Dimanche16/06, vers 16h30

 

De plus amples détails à propos d'hier soir (15 juin) et d'aujourd'hui: nous savons que la police est entrée dans les services d'urgences de plusieurs hôpitaux pour arrêter les personnes présentes, beaucoup y ont été frappés (en plus du Divan Otel près du parc, d'autres hôtels ont été envahis par la police) ; de nouvelles substances chimiques ont  été utilisées (l'eau des canons aspergée sur la foule, de couleur rouge,  contient des substances brûlant la peau au travers des vêtements; les gazs lacrymo  sont aussi de plus en plus violents) ; les violences, arrestations en masse n' arrêtent pas depuis 21h00 hier soir et il est difficile pour chacun d'entre nous de sortir des endroits où nous sommes. 

J'étais hier soir au parc et sur l'avenue principale jusqu'à 20h00/20h15, l'atmosphère était bon enfant, ressemblant plus à une kermesse qu'à autre chose, le parc et les environs étaient bondés de monde, familles avec enfants, landaus, jeunes et vieux, touristes etc.... Ca a complètement basculé un peu avant 21h00 avec l'arrivée de la police dans le parc et sur la place avec forces de l'ordre et bulldozers. 
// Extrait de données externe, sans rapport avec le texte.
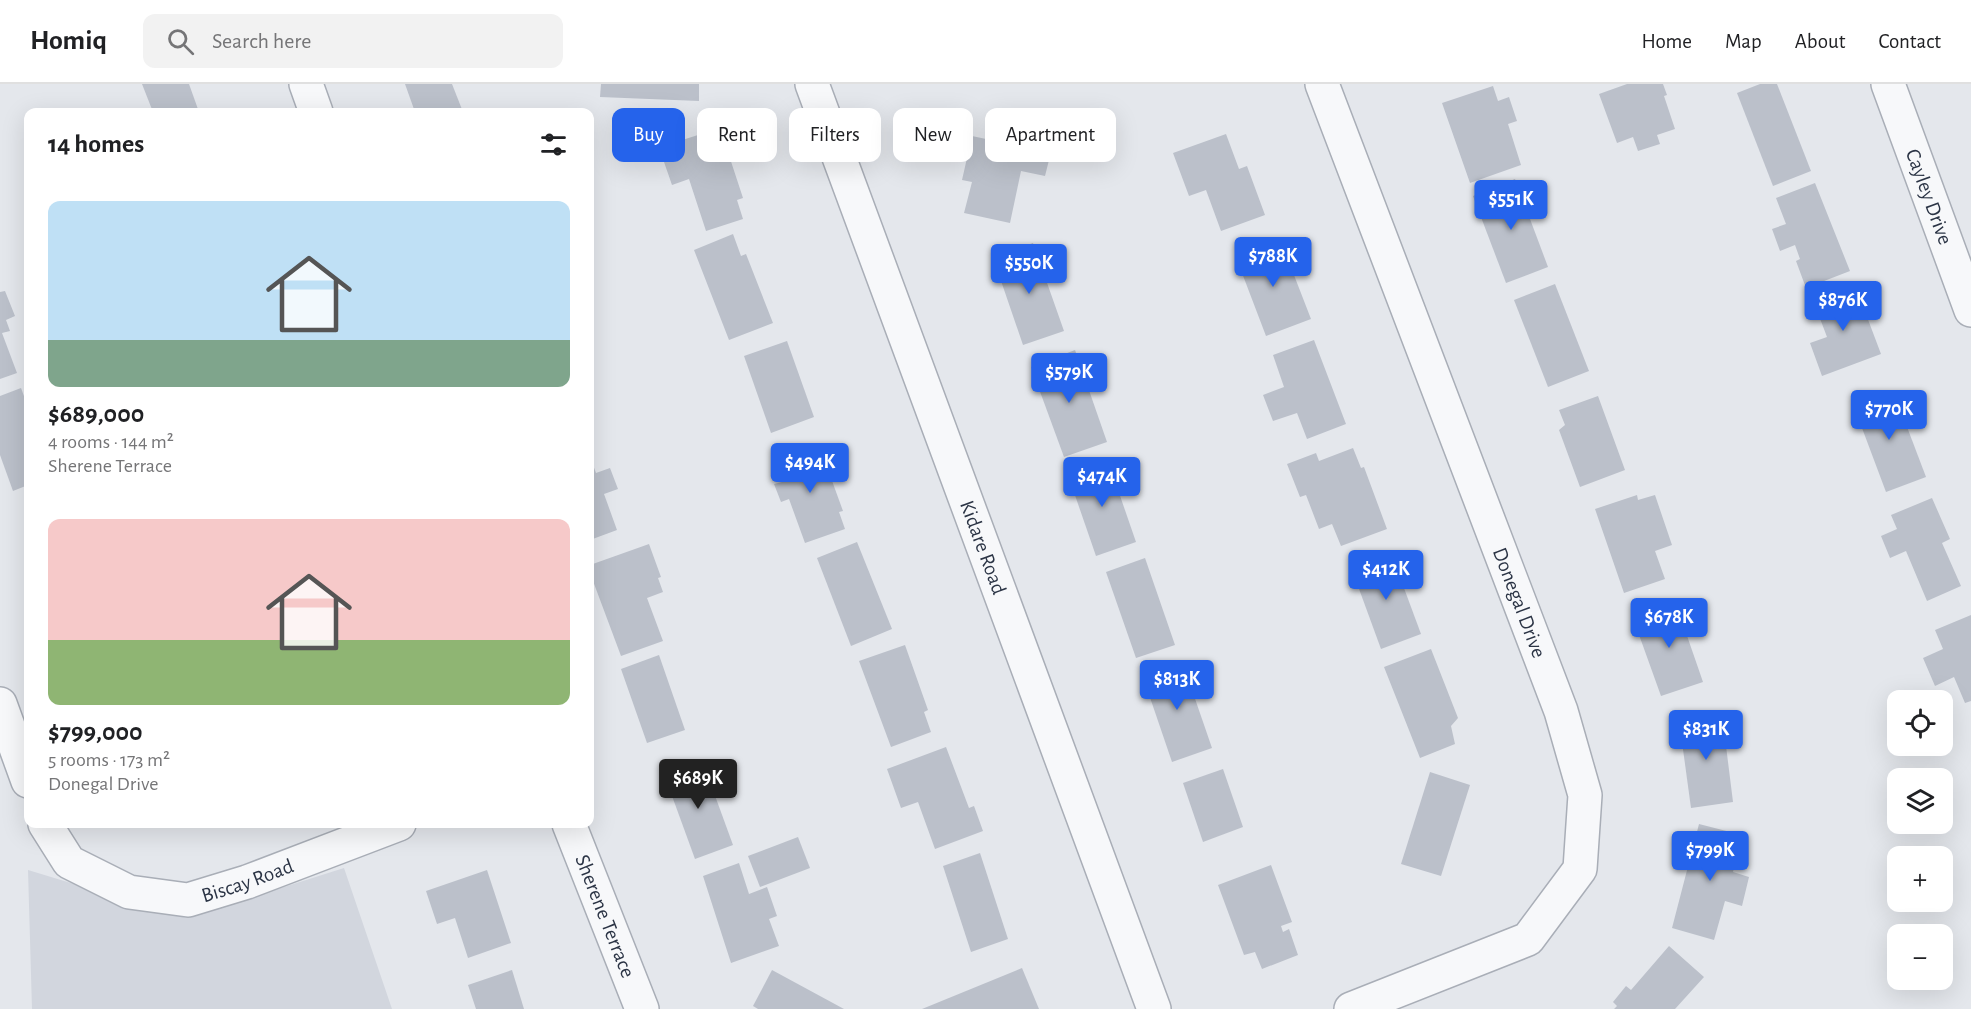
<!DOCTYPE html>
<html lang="en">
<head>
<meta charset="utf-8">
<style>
  :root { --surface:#fff; --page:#f2f2f2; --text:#202124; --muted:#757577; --line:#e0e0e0; --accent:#2563eb }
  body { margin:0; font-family:"Alegreya Sans",sans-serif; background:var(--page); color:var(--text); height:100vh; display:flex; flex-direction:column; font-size:22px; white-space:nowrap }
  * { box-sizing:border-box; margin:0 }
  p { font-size:20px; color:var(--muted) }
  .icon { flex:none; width:33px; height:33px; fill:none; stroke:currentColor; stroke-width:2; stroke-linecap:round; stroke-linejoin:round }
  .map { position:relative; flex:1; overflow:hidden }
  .side { position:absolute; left:24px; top:24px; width:570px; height:720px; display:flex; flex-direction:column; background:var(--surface); border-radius:12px; box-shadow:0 6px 24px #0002 }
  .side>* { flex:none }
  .hud { position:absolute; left:612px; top:24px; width:570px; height:54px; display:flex; gap:12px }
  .buttons { position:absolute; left:1887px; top:606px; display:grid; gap:12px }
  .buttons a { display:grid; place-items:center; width:66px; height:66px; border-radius:12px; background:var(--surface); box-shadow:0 6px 24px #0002; font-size:30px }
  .price { position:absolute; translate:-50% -51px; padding:0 14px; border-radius:6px; background:var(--accent); color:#fff; font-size:20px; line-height:39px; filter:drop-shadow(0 2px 3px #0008) }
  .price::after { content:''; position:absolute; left:50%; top:36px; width:18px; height:14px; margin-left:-9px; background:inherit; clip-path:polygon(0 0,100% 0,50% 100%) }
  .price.active { background:#222; color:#fff }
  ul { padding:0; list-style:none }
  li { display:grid; align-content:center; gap:12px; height:318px; padding:0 24px }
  li span { display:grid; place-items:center; height:186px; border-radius:12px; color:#555 }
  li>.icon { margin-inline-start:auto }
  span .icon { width:108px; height:108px; fill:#fffc; stroke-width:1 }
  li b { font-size:26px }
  h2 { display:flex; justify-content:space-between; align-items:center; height:72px; padding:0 24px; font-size:26px }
  .tag { padding:0 21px; border-radius:12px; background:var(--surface); box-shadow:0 6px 24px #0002; font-size:21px; line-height:54px }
  .tag.active { background:var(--accent); color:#fff }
  header { display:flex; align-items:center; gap:36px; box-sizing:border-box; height:84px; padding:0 30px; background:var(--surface); border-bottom:2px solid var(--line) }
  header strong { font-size:28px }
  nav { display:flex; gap:33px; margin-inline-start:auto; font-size:21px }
  .search { width:420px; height:54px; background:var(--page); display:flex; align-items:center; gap:15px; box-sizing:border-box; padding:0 21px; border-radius:12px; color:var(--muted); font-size:22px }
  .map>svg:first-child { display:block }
  .built { fill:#d2d6de }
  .building { fill:#bbc0ca }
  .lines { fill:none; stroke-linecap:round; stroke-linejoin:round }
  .minor-casing { stroke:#a9aeb7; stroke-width:36 }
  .minor { stroke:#f7f8fa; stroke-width:33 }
  .labels { text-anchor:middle; stroke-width:5; stroke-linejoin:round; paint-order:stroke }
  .street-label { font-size:21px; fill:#2b3445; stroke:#f4f6f9 }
</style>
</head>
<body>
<header>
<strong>Homiq</strong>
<div class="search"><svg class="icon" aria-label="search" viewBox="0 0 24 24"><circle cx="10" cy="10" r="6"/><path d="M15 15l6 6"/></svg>Search here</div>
<nav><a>Home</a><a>Map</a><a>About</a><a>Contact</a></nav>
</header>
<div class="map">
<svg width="1971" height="925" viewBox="0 0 1971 925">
  <rect width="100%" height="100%" fill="#e4e7ec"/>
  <path class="built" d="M344,784L392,925H32L28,786L186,834Z"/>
  <g class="building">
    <path d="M142,0H189L199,28H153Z"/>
    <path d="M405,0H452L463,28H415Z"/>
    <path d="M601,0H699V17L600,13Z"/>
    <path d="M1627,0H1663L1667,11L1664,12L1675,45L1657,51L1660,60L1638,67L1633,53L1617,59L1599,10Z"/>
    <path d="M1760,0H1777L1811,87L1773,102L1737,9Z"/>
    <path d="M1493,2L1498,17L1509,13L1517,37L1508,40L1521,81L1470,99L1442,19Z"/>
    <path d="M1023,24L1064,33L1054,77L1049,76L1045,92L1021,87L1010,139L964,129L972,98L962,96L972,52L1014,61Z"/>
    <path d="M720,44L743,114L737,116L743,135L706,147L689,95L672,101L664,78L681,72L676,58Z"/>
    <path d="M1226,50L1239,85L1247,82L1265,131L1221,147L1206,106L1189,112L1173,69Z"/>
    <path d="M1515,95L1548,183L1506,199L1473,112Z"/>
    <path d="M1815,99L1850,187L1806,204L1796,177L1800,175L1795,161L1780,167L1772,145L1786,140L1776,114Z"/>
    <path d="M733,150L741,172L746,170L773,239L729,256L694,166Z"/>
    <path d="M1277,154L1285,174L1287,173L1311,235L1266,252L1242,189L1246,188L1239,169Z"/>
    <path d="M1033,159L1064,247L1023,261L999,191L1003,189L996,172Z"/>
    <path d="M1555,200L1589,287L1548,303L1514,216Z"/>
    <path d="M1855,201L1881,270L1822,292L1810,259L1827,253L1813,216Z"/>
    <path d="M5,207L15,232L6,236L10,247L2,249L17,289L0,295V208Z"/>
    <path d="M1314,256L1346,340L1307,355L1297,329L1273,337L1263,311L1284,303L1273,271Z"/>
    <path d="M787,257L814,333L771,349L744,272Z"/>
    <path d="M1075,266L1107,358L1064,373L1031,283Z"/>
    <path d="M21,304L28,323V401L13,407L0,371V312Z"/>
    <path d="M1893,306L1926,393L1886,408L1853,320Z"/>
    <path d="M1598,312L1625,386L1580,403L1559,346L1565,341L1559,326Z"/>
    <path d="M819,361L843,427L839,428L845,445L805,459L789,415L781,418L774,400L782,398L775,377Z"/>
    <path d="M1353,364L1361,384L1364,383L1387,445L1341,462L1332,440L1319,445L1306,411L1300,413L1287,380L1316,369L1319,377Z"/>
    <path d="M590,373L596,389L610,384L618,405L604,410L617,446L590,456Z"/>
    <path d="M1108,377L1136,458L1096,472L1068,391Z"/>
    <path d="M1637,411L1638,416L1655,411L1672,461L1655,467L1665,495L1624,509L1595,425Z"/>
    <path d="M1932,414L1950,455L1942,459L1961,502L1927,517L1906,467L1890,474L1881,452L1897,445L1891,431Z"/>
    <path d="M857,458L892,545L851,562L817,474Z"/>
    <path d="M649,460L661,493L658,494L663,508L647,514L663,557L621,572L590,489V481Z"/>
    <path d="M1391,469L1421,550L1381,565L1351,483Z"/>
    <path d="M1145,474L1175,561L1136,574L1106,488Z"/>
    <path d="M1675,517L1703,598L1661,612L1638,548L1643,547L1638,530Z"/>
    <path d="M1971,531V617L1965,619L1954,593L1935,602L1923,574L1943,565L1935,546Z"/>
    <path d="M905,561L928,626L924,628L931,648L891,663L859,577Z"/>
    <path d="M1431,565L1458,634L1451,642L1455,660L1420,674L1384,583Z"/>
    <path d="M659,571L685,646L647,659L621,585Z"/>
    <path d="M1182,577L1212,664L1172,678L1142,590Z"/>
    <path d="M1722,630L1733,718L1691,724L1679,636Z"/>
    <path d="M946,663L969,724L974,722L983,747L935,765L918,718L901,724L887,685Z"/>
    <path d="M702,676L733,761L695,775L664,690Z"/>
    <path d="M1223,685L1243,743L1203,758L1183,699Z"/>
    <path d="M1430,688L1470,701L1441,792L1401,780Z"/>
    <path d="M1699,740L1742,751L1733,788L1749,793L1742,822L1725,817L1714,856L1672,844Z"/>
    <path d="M798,753L810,784L760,803L748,772Z"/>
    <path d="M980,769L1008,855L971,868L943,782Z"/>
    <path d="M739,779L749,810L767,803L777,832L769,835L779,862L731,879L703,792Z"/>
    <path d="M1271,781L1292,838L1281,842L1283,848L1289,845L1298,871L1262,885L1255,868L1244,871L1218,801Z"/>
    <path d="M487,786L511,859L468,874L455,834L437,840L426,807Z"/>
    <path d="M1669,862L1704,893L1675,925H1614L1617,922L1613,918L1626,902L1631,906Z"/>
    <path d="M1022,884L1039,925H922Z"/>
    <path d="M512,886L524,925H476L468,901Z"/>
    <path d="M772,886L844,925H758L753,922Z"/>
  </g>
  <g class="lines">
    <g class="minor-casing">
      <g id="minor">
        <path d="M306,0L316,28"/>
        <path id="s1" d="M812,0L1154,925"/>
        <path id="s2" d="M1322,0L1561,627L1585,711L1580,785L1528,855L1351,925"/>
        <path id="s3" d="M1888,0L1971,226"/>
        <path d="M0,620L28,697"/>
        <path id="s4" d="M45,740L69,778L129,808L188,816L247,798L399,740"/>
        <path id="s5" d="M569,740L642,925"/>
      </g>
    </g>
    <use href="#minor" class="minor"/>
  </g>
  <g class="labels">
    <g class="street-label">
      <text dy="7" stroke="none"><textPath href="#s3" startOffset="120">Cayley Drive</textPath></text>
      <text dy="7" stroke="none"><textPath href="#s1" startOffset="494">Kidare Road</textPath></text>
      <text dy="7" stroke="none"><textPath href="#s2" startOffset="555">Donegal Drive</textPath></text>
      <text dy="7" stroke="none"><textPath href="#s4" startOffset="234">Biscay Road</textPath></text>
      <text dy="7" stroke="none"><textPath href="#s5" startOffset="99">Sherene Terrace</textPath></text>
    </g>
  </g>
</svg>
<div class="buttons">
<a><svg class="icon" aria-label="locate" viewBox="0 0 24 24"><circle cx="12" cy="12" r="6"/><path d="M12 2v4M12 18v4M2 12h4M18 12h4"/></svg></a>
<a><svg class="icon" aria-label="layers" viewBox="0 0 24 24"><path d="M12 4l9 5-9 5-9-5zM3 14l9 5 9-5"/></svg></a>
<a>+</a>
<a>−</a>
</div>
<b class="price" style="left:1511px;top:147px">$551K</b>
<b class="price" style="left:1273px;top:204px">$788K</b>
<b class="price" style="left:1029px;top:211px">$550K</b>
<b class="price" style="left:1843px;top:248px">$876K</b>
<b class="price" style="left:1069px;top:320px">$579K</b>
<b class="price" style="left:1889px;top:357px">$770K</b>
<b class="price" style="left:810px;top:410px">$494K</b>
<b class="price" style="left:1102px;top:424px">$474K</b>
<b class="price" style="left:1386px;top:517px">$412K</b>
<b class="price" style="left:1669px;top:565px">$678K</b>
<b class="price" style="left:1177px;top:627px">$813K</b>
<b class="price" style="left:1706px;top:677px">$831K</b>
<b class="price active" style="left:698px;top:726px">$689K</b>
<b class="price" style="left:1710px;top:798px">$799K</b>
<div class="hud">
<a class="tag active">Buy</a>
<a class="tag">Rent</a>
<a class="tag">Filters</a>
<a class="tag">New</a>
<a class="tag">Apartment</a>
</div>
<section class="side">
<h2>14 homes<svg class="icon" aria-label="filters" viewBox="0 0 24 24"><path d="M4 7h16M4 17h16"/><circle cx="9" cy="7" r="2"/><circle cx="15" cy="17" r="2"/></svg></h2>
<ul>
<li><span style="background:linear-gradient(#bfe0f5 75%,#7fa58c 0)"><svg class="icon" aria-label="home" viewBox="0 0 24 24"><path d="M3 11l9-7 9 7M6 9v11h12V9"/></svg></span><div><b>$689,000</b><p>4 rooms · 144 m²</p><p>Sherene Terrace</p></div></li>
<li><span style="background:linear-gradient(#f6c9c9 65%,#8fb573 0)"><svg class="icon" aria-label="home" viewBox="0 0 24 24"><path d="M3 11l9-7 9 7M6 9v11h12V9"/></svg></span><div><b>$799,000</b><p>5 rooms · 173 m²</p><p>Donegal Drive</p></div></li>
</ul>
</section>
</div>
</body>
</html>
Maintenant à l'heure où je vous écris (du quartier de Tophane),  les violences continuent, combats d'Osmanbey à Taksim (centre ville côté européen) entre manifestants et police, manifestations dans le centre ville et dans le quartier de Besiktas, les gens depuis l'aube, par flux, se dirigent  vers le centre ville de Taksim, totalement bouclé et vers Besiktas. On peut aussi voir de nos fenêtres, un flot de bateaux aux fanions de l'AKP sur le Bosphore, débordant de partisans; c’est en ce moment que se tient leur rassemblement et les affrontements avec les contestataires du Gezi park et tous ceux qui dénoncent toutes les violences, vont sans doute avoir lieu. Les rues sont toujours pleines d'effluves de gaz lacrymogènes et il y en a tant que nous sommes obligés de fermer les fenêtres des différents lieux où je passe.

Quelques médias ici comme Halk tv diffusent les infos du moment mais beaucoup comme Ulusal tv ont l'électricité coupée afin sans doute de les empêcher de diffuser les infos en tant réel. 


Lundi 17 juin, vers 2h00 du matin

Depuis que je vous ai écrit cet après-midi, voici de nouveaux faits (nouveaux si on peut dire car ils sont vite dépassés, tout allant si vite).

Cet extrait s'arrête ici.